In forex trades, margin deposited when opening a position and then will be returned when closing the position, the same as buying or selling a house earlier. You deposit money when purchasing 500 thousands and then resold for $ 1.2 million, when you receive the money of 1.2 million, then we allot 100 million in the first seller and the seller return the down payment (initial capital) of 500 thousands and we have the money 500 thousands of initial capital and surplus 20 thousands.

Leverage

The leverage in Forex trades is the ratio to determine how much margin (deposit) required in the transaction, where the ratio will be multiplied by the contract size.
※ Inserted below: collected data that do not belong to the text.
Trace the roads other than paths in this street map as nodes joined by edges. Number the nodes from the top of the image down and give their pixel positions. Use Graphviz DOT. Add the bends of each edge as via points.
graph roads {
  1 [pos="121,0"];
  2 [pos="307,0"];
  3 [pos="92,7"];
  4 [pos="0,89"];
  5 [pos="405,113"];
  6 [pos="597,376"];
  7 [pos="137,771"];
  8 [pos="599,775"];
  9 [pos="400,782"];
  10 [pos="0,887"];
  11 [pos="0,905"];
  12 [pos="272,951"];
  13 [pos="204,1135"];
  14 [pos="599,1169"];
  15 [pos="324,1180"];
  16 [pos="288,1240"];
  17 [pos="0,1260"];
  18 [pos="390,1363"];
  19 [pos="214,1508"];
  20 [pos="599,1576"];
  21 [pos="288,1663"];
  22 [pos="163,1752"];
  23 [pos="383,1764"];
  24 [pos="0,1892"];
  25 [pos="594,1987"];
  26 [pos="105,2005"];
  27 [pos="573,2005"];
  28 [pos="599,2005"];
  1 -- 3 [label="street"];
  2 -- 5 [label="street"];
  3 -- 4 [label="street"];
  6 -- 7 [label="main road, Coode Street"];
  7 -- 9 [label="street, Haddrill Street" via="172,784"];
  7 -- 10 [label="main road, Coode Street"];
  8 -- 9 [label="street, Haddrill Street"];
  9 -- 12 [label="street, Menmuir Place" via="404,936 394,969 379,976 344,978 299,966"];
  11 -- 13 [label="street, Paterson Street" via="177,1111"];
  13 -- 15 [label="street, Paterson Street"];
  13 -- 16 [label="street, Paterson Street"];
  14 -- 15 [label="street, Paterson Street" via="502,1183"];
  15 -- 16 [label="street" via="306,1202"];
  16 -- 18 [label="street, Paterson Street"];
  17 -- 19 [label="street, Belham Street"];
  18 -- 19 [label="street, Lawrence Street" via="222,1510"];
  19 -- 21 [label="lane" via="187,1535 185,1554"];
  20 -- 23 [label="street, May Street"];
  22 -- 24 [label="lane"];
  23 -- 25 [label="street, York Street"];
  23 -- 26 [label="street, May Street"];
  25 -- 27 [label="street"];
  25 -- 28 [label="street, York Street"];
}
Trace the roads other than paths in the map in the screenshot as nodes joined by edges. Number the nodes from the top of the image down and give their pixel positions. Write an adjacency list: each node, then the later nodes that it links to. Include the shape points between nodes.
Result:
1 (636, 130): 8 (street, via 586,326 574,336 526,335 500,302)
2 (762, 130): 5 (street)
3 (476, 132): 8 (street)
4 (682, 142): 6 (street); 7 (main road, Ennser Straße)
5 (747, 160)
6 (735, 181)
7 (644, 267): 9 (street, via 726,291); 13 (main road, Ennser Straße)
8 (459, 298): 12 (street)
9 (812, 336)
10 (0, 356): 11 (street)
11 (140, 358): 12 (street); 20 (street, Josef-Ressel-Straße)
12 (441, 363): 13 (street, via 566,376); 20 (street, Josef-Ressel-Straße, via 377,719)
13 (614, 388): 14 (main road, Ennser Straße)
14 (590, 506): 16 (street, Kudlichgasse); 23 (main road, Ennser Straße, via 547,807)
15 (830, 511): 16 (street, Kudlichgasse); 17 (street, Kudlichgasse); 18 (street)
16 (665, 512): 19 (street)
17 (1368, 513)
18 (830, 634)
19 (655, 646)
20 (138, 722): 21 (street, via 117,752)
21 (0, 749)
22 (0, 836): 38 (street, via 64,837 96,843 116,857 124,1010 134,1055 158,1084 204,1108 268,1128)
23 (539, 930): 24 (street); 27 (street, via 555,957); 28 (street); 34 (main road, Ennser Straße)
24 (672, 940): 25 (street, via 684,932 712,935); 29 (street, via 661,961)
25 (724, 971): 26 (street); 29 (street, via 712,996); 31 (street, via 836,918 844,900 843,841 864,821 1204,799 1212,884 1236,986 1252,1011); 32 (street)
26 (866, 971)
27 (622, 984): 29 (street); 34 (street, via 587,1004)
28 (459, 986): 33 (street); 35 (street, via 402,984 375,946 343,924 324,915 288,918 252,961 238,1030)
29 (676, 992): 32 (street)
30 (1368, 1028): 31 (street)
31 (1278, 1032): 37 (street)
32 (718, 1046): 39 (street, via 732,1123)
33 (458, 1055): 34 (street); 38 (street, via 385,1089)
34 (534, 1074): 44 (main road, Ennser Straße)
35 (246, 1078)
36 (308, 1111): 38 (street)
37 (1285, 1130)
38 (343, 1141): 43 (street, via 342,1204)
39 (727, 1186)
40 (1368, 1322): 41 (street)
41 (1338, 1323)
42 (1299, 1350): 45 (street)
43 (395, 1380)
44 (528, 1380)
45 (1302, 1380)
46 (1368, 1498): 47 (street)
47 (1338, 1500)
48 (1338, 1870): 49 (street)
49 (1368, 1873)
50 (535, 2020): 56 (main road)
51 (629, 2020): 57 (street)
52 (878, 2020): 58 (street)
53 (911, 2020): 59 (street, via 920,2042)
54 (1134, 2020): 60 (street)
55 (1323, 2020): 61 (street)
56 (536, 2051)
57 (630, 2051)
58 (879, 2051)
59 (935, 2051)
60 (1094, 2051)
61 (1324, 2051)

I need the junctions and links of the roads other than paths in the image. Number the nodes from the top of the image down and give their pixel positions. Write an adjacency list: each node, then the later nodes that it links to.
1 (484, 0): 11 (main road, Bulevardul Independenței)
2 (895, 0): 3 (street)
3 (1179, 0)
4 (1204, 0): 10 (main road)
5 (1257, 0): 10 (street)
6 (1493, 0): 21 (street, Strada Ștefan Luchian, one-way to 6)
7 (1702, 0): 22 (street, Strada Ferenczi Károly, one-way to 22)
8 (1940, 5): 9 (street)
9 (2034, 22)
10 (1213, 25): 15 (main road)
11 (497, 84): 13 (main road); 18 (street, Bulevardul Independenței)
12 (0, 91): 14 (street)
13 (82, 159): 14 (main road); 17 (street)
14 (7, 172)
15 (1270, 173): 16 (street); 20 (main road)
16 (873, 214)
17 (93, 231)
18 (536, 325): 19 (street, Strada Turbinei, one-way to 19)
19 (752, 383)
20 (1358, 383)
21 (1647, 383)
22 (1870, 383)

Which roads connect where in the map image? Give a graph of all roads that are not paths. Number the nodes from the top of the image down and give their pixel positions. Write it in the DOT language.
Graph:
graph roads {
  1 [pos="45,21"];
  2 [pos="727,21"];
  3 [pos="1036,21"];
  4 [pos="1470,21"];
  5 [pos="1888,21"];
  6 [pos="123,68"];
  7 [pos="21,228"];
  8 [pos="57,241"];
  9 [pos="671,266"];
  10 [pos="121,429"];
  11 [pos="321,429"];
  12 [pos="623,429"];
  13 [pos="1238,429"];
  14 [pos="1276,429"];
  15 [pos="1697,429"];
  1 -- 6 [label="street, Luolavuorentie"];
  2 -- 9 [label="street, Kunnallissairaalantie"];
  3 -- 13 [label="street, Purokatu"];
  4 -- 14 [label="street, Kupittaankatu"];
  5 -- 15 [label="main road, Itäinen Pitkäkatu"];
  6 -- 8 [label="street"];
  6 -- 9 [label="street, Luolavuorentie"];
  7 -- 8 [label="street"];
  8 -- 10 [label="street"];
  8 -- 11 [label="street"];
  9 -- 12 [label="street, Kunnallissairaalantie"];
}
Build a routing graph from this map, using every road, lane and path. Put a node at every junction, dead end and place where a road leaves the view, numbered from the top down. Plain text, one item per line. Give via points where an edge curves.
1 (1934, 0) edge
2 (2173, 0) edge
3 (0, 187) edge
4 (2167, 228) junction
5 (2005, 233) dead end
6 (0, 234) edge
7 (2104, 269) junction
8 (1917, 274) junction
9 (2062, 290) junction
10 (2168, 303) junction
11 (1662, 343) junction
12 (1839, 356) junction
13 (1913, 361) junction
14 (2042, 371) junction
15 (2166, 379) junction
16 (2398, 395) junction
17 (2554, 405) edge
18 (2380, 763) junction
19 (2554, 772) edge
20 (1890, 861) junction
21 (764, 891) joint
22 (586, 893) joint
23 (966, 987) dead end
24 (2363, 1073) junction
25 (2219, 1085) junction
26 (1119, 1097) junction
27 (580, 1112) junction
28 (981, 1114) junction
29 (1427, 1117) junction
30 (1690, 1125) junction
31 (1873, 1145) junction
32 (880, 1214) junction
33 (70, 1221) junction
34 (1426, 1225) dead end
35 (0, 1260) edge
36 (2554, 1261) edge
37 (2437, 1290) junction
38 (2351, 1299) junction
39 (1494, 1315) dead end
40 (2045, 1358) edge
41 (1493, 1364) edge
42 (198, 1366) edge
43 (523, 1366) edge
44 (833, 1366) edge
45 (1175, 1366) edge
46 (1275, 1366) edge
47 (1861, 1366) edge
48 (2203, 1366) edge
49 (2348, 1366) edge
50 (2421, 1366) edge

Example: Leverage 1:200 on a mini contract account is 10,000 then the margin is (1 / 200) x 10,000 = 50 units of currency traded.

Eg open a position USD / JPY for 1 lot for a mini contract, then the purchase is $ 10,000, the margin needed is 1 / 200 x $ 10,000 = $ 50. If trading with GBP / USD then used margin is 50 pounds. For the Standard account, the contract used was 100,000 with 1:100 leverage, so 1 lot USD / JPY = USD 100,000 and the margin required 1 / 200 x $ 100,000 = $ 1,000

Order

Instructions in forex trading to execute trades on a certain rate.

Orders are commands to buy or sell at a certain price but if the Order was delivered ‘match’ or ‘no rival’, for example if you order and purchase at the price of 9500 and by chance there is that want to sell at the same price, then the Order into position. So long as the order has not ‘match’ then the name remains the order but after the ‘match’ is now a position. To sell back your existing position (closed position) then it can be done through Order back but with the reverse direction (if it is closed with a Buy Sell and vice versa)

Buy

The position in Forex Trading for the Buy and done if the price is expected to rise. In short time buy cheap and sell when expensive, your profit is the difference between the price when bought with resale time

Sell

The position in Forex Trades for Sale and done if the price is expected to drop so that when prices go down you can close your position with a Buy Sell lower. In short, such as consignment, we sell a good price in advance (borrow) and then we buy back when prices are low, the difference becomes our advantage.